┏━━

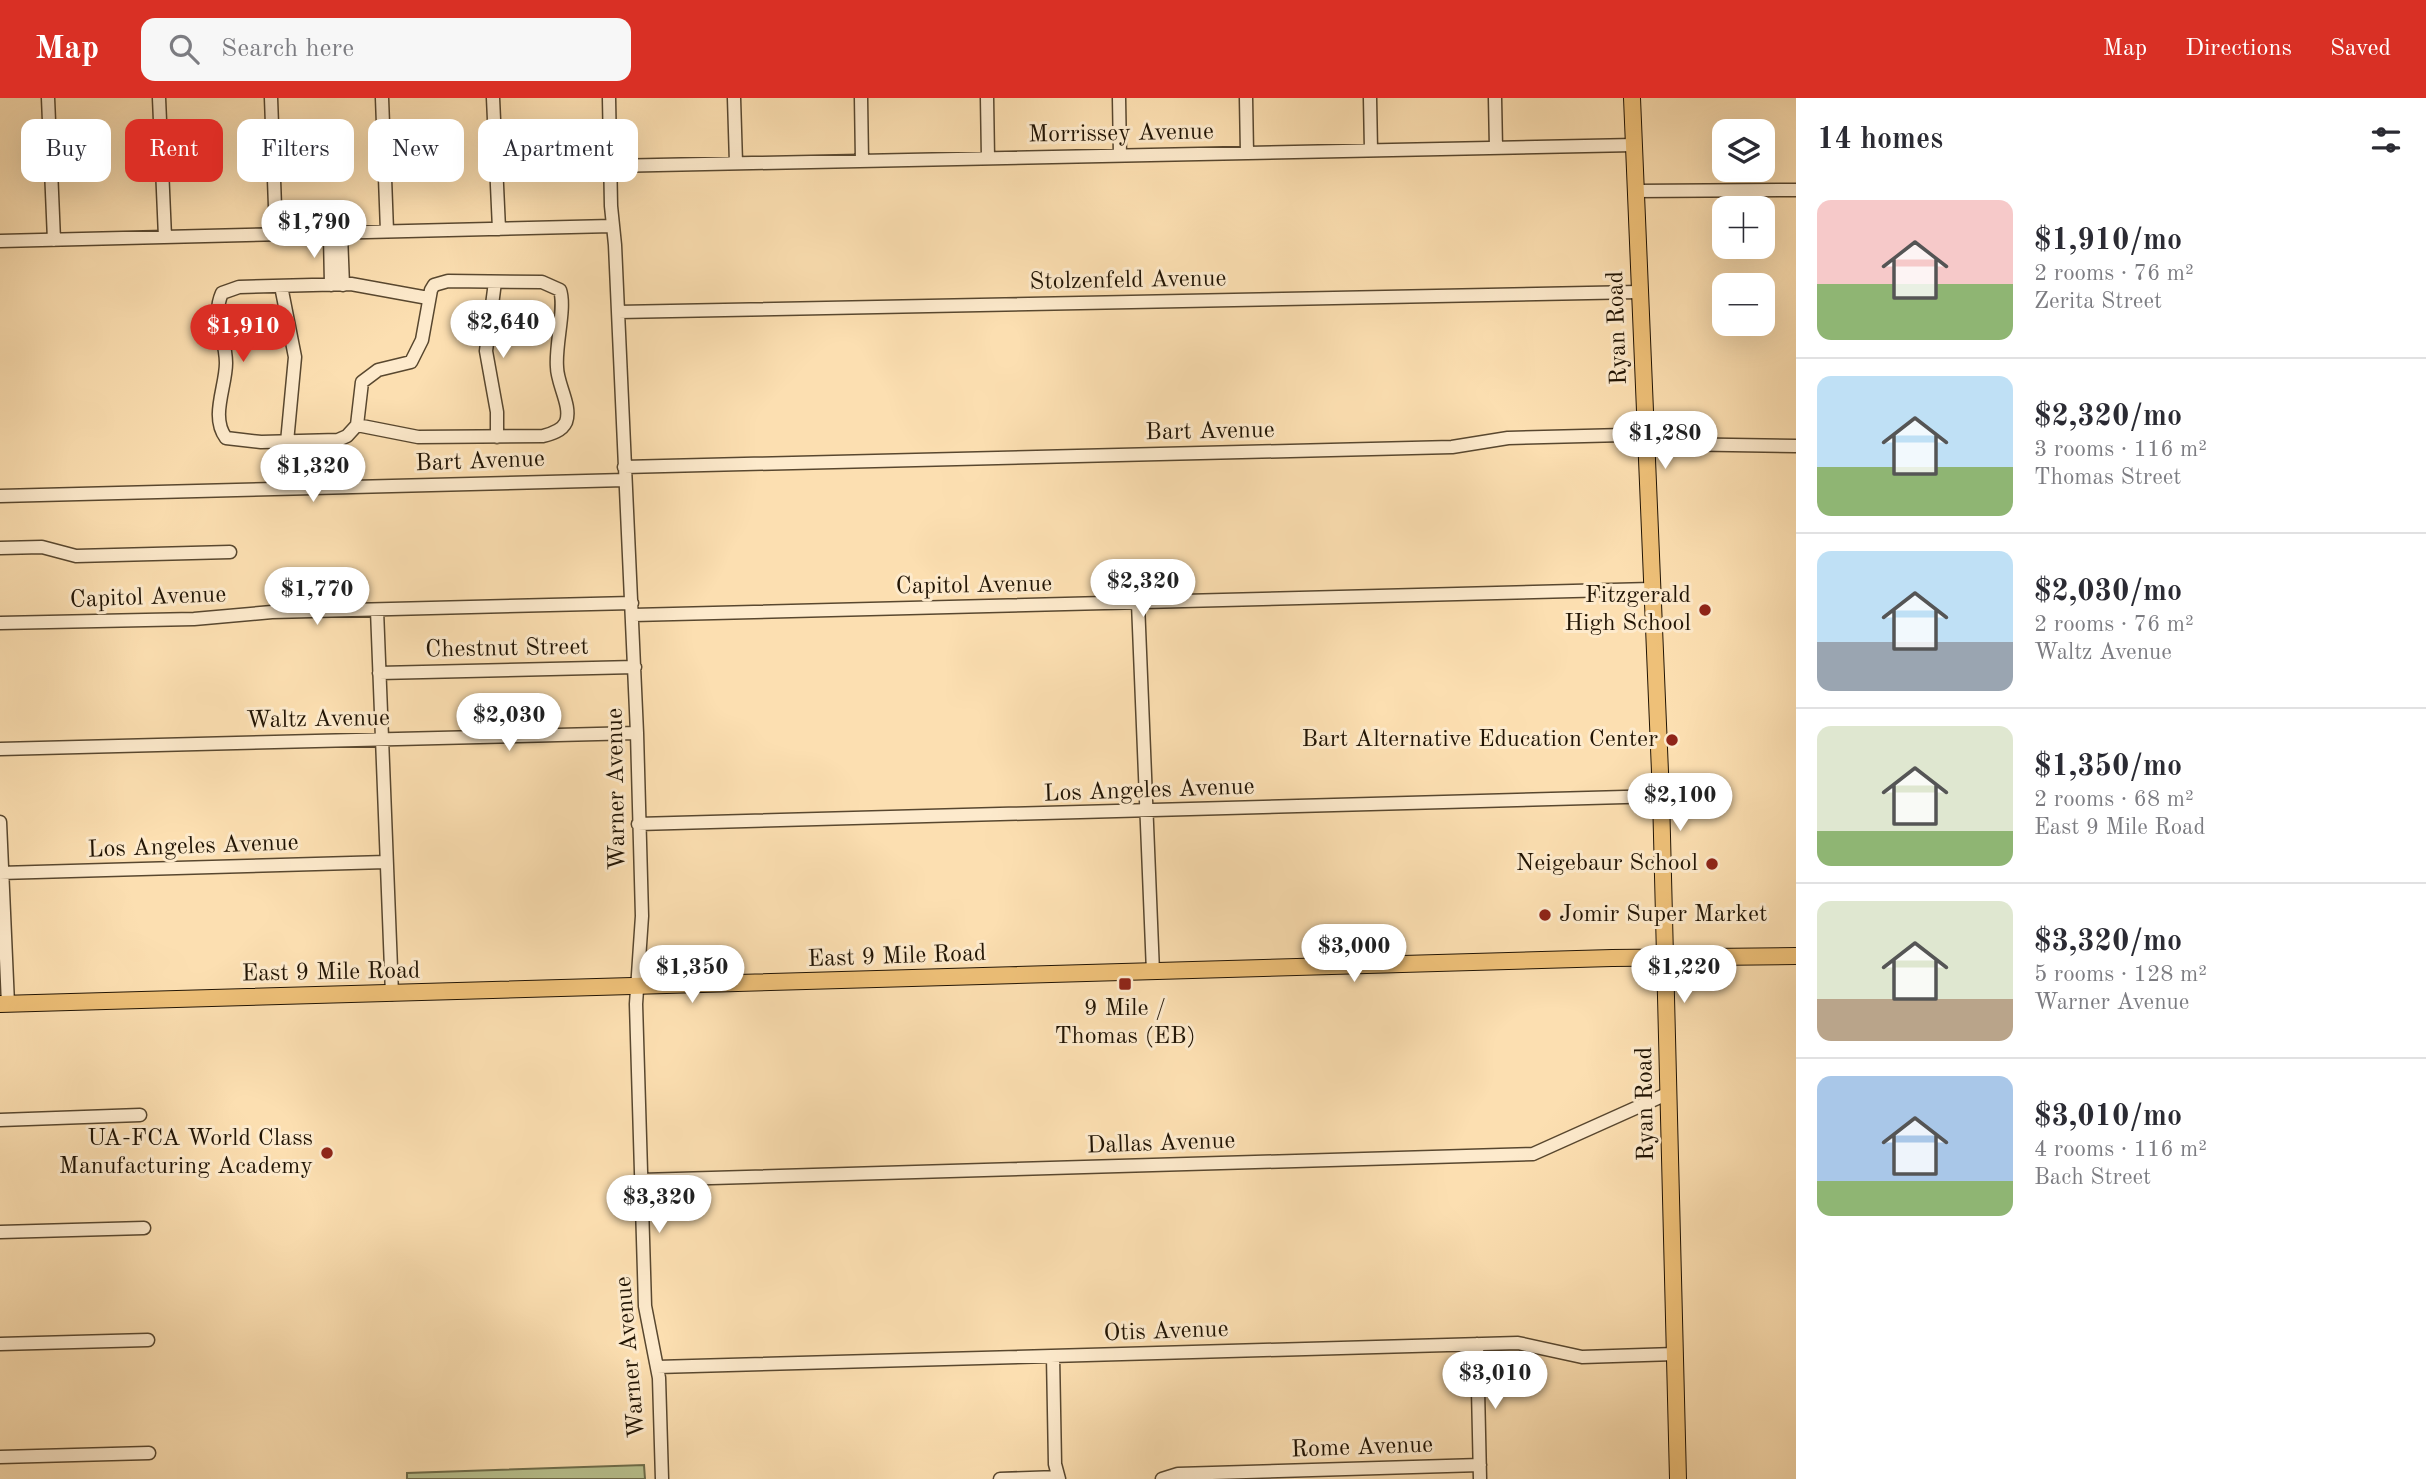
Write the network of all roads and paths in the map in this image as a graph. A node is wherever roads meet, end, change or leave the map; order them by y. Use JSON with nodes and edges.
{"nodes":[{"id":1,"x":48,"y":98,"type":"edge"},
{"id":2,"x":159,"y":98,"type":"edge"},
{"id":3,"x":271,"y":98,"type":"edge"},
{"id":4,"x":382,"y":98,"type":"edge"},
{"id":5,"x":493,"y":98,"type":"edge"},
{"id":6,"x":609,"y":98,"type":"edge"},
{"id":7,"x":734,"y":98,"type":"edge"},
{"id":8,"x":861,"y":98,"type":"edge"},
{"id":9,"x":987,"y":98,"type":"edge"},
{"id":10,"x":1119,"y":98,"type":"edge"},
{"id":11,"x":1246,"y":98,"type":"edge"},
{"id":12,"x":1370,"y":98,"type":"edge"},
{"id":13,"x":1495,"y":98,"type":"edge"},
{"id":14,"x":1632,"y":98,"type":"edge"},
{"id":15,"x":609,"y":119,"type":"edge"},
{"id":16,"x":1634,"y":145,"type":"junction"},
{"id":17,"x":1496,"y":148,"type":"junction"},
{"id":18,"x":1371,"y":150,"type":"junction"},
{"id":19,"x":1247,"y":153,"type":"junction"},
{"id":20,"x":1120,"y":156,"type":"junction"},
{"id":21,"x":988,"y":158,"type":"junction"},
{"id":22,"x":862,"y":161,"type":"junction"},
{"id":23,"x":736,"y":163,"type":"junction"},
{"id":24,"x":638,"y":165,"type":"edge"},
{"id":25,"x":611,"y":182,"type":"edge"},
{"id":26,"x":1796,"y":190,"type":"edge"},
{"id":27,"x":1635,"y":191,"type":"junction"},
{"id":28,"x":612,"y":226,"type":"junction"},
{"id":29,"x":499,"y":229,"type":"junction"},
{"id":30,"x":387,"y":231,"type":"junction"},
{"id":31,"x":276,"y":234,"type":"junction"},
{"id":32,"x":336,"y":235,"type":"junction"},
{"id":33,"x":164,"y":237,"type":"junction"},
{"id":34,"x":54,"y":240,"type":"junction"},
{"id":35,"x":0,"y":241,"type":"edge"},
{"id":36,"x":495,"y":282,"type":"junction"},
{"id":37,"x":337,"y":285,"type":"junction"},
{"id":38,"x":281,"y":286,"type":"junction"},
{"id":39,"x":1639,"y":292,"type":"junction"},
{"id":40,"x":428,"y":298,"type":"junction"},
{"id":41,"x":618,"y":312,"type":"junction"},
{"id":42,"x":356,"y":425,"type":"junction"},
{"id":43,"x":497,"y":436,"type":"junction"},
{"id":44,"x":1645,"y":439,"type":"junction"},
{"id":45,"x":287,"y":442,"type":"junction"},
{"id":46,"x":1796,"y":446,"type":"edge"},
{"id":47,"x":624,"y":474,"type":"junction"},
{"id":48,"x":0,"y":496,"type":"edge"},
{"id":49,"x":0,"y":548,"type":"edge"},
{"id":50,"x":230,"y":552,"type":"dead end"},
{"id":51,"x":1651,"y":589,"type":"junction"},
{"id":52,"x":1138,"y":603,"type":"junction"},
{"id":53,"x":633,"y":609,"type":"junction"},
{"id":54,"x":377,"y":610,"type":"junction"},
{"id":55,"x":0,"y":623,"type":"edge"},
{"id":56,"x":635,"y":667,"type":"junction"},
{"id":57,"x":379,"y":673,"type":"junction"},
{"id":58,"x":637,"y":733,"type":"junction"},
{"id":59,"x":382,"y":739,"type":"junction"},
{"id":60,"x":0,"y":749,"type":"edge"},
{"id":61,"x":1661,"y":796,"type":"junction"},
{"id":62,"x":1145,"y":813,"type":"junction"},
{"id":63,"x":0,"y":822,"type":"edge"},
{"id":64,"x":638,"y":824,"type":"junction"},
{"id":65,"x":386,"y":862,"type":"junction"},
{"id":66,"x":1,"y":873,"type":"edge"},
{"id":67,"x":1796,"y":956,"type":"edge"},
{"id":68,"x":1666,"y":957,"type":"junction"},
{"id":69,"x":1153,"y":972,"type":"junction"},
{"id":70,"x":637,"y":988,"type":"junction"},
{"id":71,"x":393,"y":994,"type":"junction"},
{"id":72,"x":4,"y":1004,"type":"edge"},
{"id":73,"x":1669,"y":1093,"type":"junction"},
{"id":74,"x":139,"y":1115,"type":"dead end"},
{"id":75,"x":0,"y":1120,"type":"edge"},
{"id":76,"x":641,"y":1180,"type":"junction"},
{"id":77,"x":144,"y":1228,"type":"dead end"},
{"id":78,"x":0,"y":1232,"type":"edge"},
{"id":79,"x":148,"y":1340,"type":"dead end"},
{"id":80,"x":0,"y":1344,"type":"edge"},
{"id":81,"x":1477,"y":1344,"type":"junction"},
{"id":82,"x":1675,"y":1354,"type":"junction"},
{"id":83,"x":1053,"y":1356,"type":"junction"},
{"id":84,"x":657,"y":1367,"type":"junction"},
{"id":85,"x":149,"y":1453,"type":"dead end"},
{"id":86,"x":0,"y":1457,"type":"edge"},
{"id":87,"x":1480,"y":1472,"type":"edge"},
{"id":88,"x":1059,"y":1478,"type":"edge"},
{"id":89,"x":662,"y":1479,"type":"edge"},
{"id":90,"x":1000,"y":1479,"type":"edge"},
{"id":91,"x":1162,"y":1479,"type":"edge"},
{"id":92,"x":1678,"y":1479,"type":"edge"}],
"edges":[{"from":1,"to":34,"type":"street"},
{"from":2,"to":33,"type":"street"},
{"from":3,"to":31,"type":"street"},
{"from":4,"to":30,"type":"street"},
{"from":5,"to":29,"type":"street"},
{"from":6,"to":15,"type":"street","name":"Warner Avenue"},
{"from":7,"to":23,"type":"street"},
{"from":8,"to":22,"type":"street"},
{"from":9,"to":21,"type":"street"},
{"from":10,"to":20,"type":"street"},
{"from":11,"to":19,"type":"street"},
{"from":12,"to":18,"type":"street"},
{"from":13,"to":17,"type":"street"},
{"from":14,"to":16,"type":"main road","name":"Ryan Road"},
{"from":16,"to":17,"type":"street","name":"Morrissey Avenue"},
{"from":16,"to":27,"type":"main road","name":"Ryan Road"},
{"from":17,"to":18,"type":"street","name":"Morrissey Avenue"},
{"from":18,"to":19,"type":"street","name":"Morrissey Avenue"},
{"from":19,"to":20,"type":"street","name":"Morrissey Avenue"},
{"from":20,"to":21,"type":"street","name":"Morrissey Avenue"},
{"from":21,"to":22,"type":"street","name":"Morrissey Avenue"},
{"from":22,"to":23,"type":"street","name":"Morrissey Avenue"},
{"from":23,"to":24,"type":"street","name":"Morrissey Avenue"},
{"from":25,"to":28,"type":"street","name":"Warner Avenue"},
{"from":26,"to":27,"type":"street"},
{"from":27,"to":39,"type":"main road","name":"Ryan Road"},
{"from":28,"to":29,"type":"street"},
{"from":28,"to":41,"type":"street","name":"Warner Avenue"},
{"from":29,"to":30,"type":"street"},
{"from":30,"to":32,"type":"street"},
{"from":31,"to":32,"type":"street"},
{"from":31,"to":33,"type":"street"},
{"from":32,"to":37,"type":"street"},
{"from":33,"to":34,"type":"street"},
{"from":34,"to":35,"type":"street"},
{"from":36,"to":40,"type":"street"},
{"from":36,"to":43,"type":"street"},
{"from":36,"to":43,"type":"street"},
{"from":37,"to":38,"type":"street"},
{"from":37,"to":40,"type":"street"},
{"from":38,"to":45,"type":"street"},
{"from":38,"to":45,"type":"street"},
{"from":39,"to":41,"type":"street","name":"Stolzenfeld Avenue"},
{"from":39,"to":44,"type":"main road","name":"Ryan Road"},
{"from":40,"to":42,"type":"street"},
{"from":41,"to":47,"type":"street","name":"Warner Avenue"},
{"from":42,"to":43,"type":"street"},
{"from":42,"to":45,"type":"street"},
{"from":44,"to":46,"type":"street","name":"Bart Avenue"},
{"from":44,"to":47,"type":"street","name":"Bart Avenue"},
{"from":44,"to":51,"type":"main road","name":"Ryan Road"},
{"from":47,"to":48,"type":"street","name":"Bart Avenue"},
{"from":47,"to":53,"type":"street","name":"Warner Avenue"},
{"from":49,"to":50,"type":"street"},
{"from":51,"to":52,"type":"street","name":"Capitol Avenue"},
{"from":51,"to":61,"type":"main road","name":"Ryan Road"},
{"from":52,"to":53,"type":"street","name":"Capitol Avenue"},
{"from":52,"to":62,"type":"street"},
{"from":53,"to":54,"type":"street","name":"Capitol Avenue"},
{"from":53,"to":56,"type":"street","name":"Warner Avenue"},
{"from":54,"to":55,"type":"street","name":"Capitol Avenue"},
{"from":54,"to":57,"type":"street"},
{"from":56,"to":57,"type":"street","name":"Chestnut Street"},
{"from":56,"to":58,"type":"street","name":"Warner Avenue"},
{"from":57,"to":59,"type":"street"},
{"from":58,"to":59,"type":"street","name":"Waltz Avenue"},
{"from":58,"to":64,"type":"street","name":"Warner Avenue"},
{"from":59,"to":60,"type":"street","name":"Waltz Avenue"},
{"from":59,"to":65,"type":"street"},
{"from":61,"to":62,"type":"street","name":"Los Angeles Avenue"},
{"from":61,"to":68,"type":"main road","name":"Ryan Road"},
{"from":62,"to":64,"type":"street","name":"Los Angeles Avenue"},
{"from":62,"to":69,"type":"street"},
{"from":63,"to":66,"type":"street"},
{"from":64,"to":70,"type":"street","name":"Warner Avenue"},
{"from":65,"to":66,"type":"street","name":"Los Angeles Avenue"},
{"from":65,"to":71,"type":"street"},
{"from":66,"to":72,"type":"street"},
{"from":67,"to":68,"type":"main road","name":"East 9 Mile Road"},
{"from":68,"to":69,"type":"main road","name":"East 9 Mile Road"},
{"from":68,"to":73,"type":"main road","name":"Ryan Road"},
{"from":69,"to":70,"type":"main road","name":"East 9 Mile Road"},
{"from":70,"to":71,"type":"main road","name":"East 9 Mile Road"},
{"from":70,"to":76,"type":"street","name":"Warner Avenue"},
{"from":71,"to":72,"type":"main road","name":"East 9 Mile Road"},
{"from":73,"to":76,"type":"street","name":"Dallas Avenue"},
{"from":73,"to":82,"type":"main road","name":"Ryan Road"},
{"from":74,"to":75,"type":"street"},
{"from":76,"to":84,"type":"street","name":"Warner Avenue"},
{"from":77,"to":78,"type":"street"},
{"from":79,"to":80,"type":"street"},
{"from":81,"to":82,"type":"street","name":"Otis Avenue"},
{"from":81,"to":83,"type":"street","name":"Otis Avenue"},
{"from":81,"to":87,"type":"street"},
{"from":82,"to":92,"type":"main road","name":"Ryan Road"},
{"from":83,"to":84,"type":"street","name":"Otis Avenue"},
{"from":83,"to":88,"type":"street"},
{"from":84,"to":89,"type":"street","name":"Warner Avenue"},
{"from":85,"to":86,"type":"street"},
{"from":87,"to":91,"type":"street","name":"Rome Avenue"},
{"from":88,"to":90,"type":"street"}]}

┗━━

◆ **Work required**
Each line of the listing above that contains the word "nodes" is to be copied.

◆ **Problem solution**
Write the network of all roads and paths in the map in this image as a graph. A node is wherever roads meet, end, change or leave the map; order them by y. Use JSON with nodes and edges.
{"nodes":[{"id":1,"x":48,"y":98,"type":"edge"},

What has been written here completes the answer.